I didn’t even bother checking how Houston looks on a tablet. I knew everyone would be using a laptop for the party, so that’s what I focused on. Heck, I couldn’t even be bothered to check browser compatibility for the same reason. Cardinal sins in today’s hyper-responsible mobile browser-agnostic landscape? Sure, but it’s a side project.

Heck, all the bugs and issues make Houston more authentic. Kerbal Space Program’s all about embracing failure and strapping solid rocket boosters onto something until it explodes, so a few bugs and rough edges are right at home. Plus, it let me be more playful in the README:

Houston has a ton of really cool features, some of which work!

Avoid your actual job

A side project’s a lot more rewarding if it’s only tangentially related (at best) to your day-to-day work. It’s freeing to tackle an entirely new set of problems. A “side project” that’s actually part of your job that you’ve opened-sourced and support is just that. You don’t have to do your job 24/7, and I’m tired of real work disguised as “side projects” being a career expectation.

Houston involves HTML, CSS, and Javascript; yes. But writing Freckle doesn’t involve complex orbital math (yet), building a near-realtime UI, or planning how to stuff 5 people into a living room so they can concentrate. I used entirely different parts of my skillset, which made it exhilarating.
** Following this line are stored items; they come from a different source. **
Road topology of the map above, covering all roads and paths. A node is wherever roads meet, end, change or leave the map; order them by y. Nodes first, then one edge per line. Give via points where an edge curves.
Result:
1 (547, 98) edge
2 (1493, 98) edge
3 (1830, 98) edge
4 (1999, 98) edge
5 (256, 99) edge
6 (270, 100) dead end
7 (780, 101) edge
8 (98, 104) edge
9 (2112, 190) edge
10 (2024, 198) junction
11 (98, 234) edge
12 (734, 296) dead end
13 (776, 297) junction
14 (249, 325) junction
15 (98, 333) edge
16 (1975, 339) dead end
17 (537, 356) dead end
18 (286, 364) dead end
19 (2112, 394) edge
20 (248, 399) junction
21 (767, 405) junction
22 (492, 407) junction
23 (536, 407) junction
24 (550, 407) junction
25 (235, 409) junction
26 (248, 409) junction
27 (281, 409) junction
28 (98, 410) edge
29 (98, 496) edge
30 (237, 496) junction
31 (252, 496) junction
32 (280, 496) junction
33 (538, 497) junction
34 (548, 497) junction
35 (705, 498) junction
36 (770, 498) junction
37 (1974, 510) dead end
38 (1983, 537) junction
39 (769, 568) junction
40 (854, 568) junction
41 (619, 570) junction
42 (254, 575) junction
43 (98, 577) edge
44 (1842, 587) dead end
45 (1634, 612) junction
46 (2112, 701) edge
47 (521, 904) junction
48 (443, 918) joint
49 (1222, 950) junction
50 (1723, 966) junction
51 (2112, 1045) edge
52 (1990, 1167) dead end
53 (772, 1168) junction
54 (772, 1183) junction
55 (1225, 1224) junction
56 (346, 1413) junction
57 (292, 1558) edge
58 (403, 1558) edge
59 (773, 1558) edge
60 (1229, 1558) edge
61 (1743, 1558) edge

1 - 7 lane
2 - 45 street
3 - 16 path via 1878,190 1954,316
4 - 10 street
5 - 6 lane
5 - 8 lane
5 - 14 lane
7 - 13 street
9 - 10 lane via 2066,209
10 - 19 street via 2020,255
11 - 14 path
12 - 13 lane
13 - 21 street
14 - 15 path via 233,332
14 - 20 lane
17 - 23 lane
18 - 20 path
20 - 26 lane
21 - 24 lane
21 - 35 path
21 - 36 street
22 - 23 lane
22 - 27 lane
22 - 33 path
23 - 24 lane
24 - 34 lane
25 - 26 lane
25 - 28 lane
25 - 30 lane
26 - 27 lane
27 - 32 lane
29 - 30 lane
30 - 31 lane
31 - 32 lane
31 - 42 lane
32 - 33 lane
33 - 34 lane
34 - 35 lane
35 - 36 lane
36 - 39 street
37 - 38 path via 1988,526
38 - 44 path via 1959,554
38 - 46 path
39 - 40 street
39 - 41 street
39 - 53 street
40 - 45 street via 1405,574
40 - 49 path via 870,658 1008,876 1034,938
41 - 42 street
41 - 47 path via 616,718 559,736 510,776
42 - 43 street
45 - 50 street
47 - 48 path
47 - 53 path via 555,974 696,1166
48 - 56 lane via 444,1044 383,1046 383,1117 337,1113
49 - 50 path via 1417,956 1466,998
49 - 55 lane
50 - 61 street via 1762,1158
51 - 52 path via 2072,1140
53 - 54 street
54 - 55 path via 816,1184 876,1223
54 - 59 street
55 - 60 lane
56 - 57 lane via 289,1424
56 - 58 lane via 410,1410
It rebuilds your foundation

Stepping outside your comfort zone is a good way to relearn a bunch of skills that got you to where you are in the first place.

Simultaneously taking physics and calculus as a college freshman prepared me for dealing with compiler nonsense in later compsci classes. By the time I encountered a mile-long gcc error log I was already familiar with being in waaay over my head and finding the right rabbit hole to get the job done. Relearning orbital mechanics forced me to use those skills again, and I found they’d gotten a little rusty.

Deciding to take the plunge on building Houston from the ground up this went sort of like this:

“Man, I used to be really good at BSing my way through complex math. I miss that.”

If you’ve got skills you want to sharpen, try to find a tiny side project that’s laser-focused on them. ☺️

You surprisingly learn some stuff along the way

By the end, I did learn some stuff that will pay off in my day-to-day job:

What’s next?

Well, I’ll probably keep tweaking it when I get the itch. Plus, I’ve got a new party to plan! Like any good side project, I’m happy with what I’ve done already and comfortable with letting it rest for a while.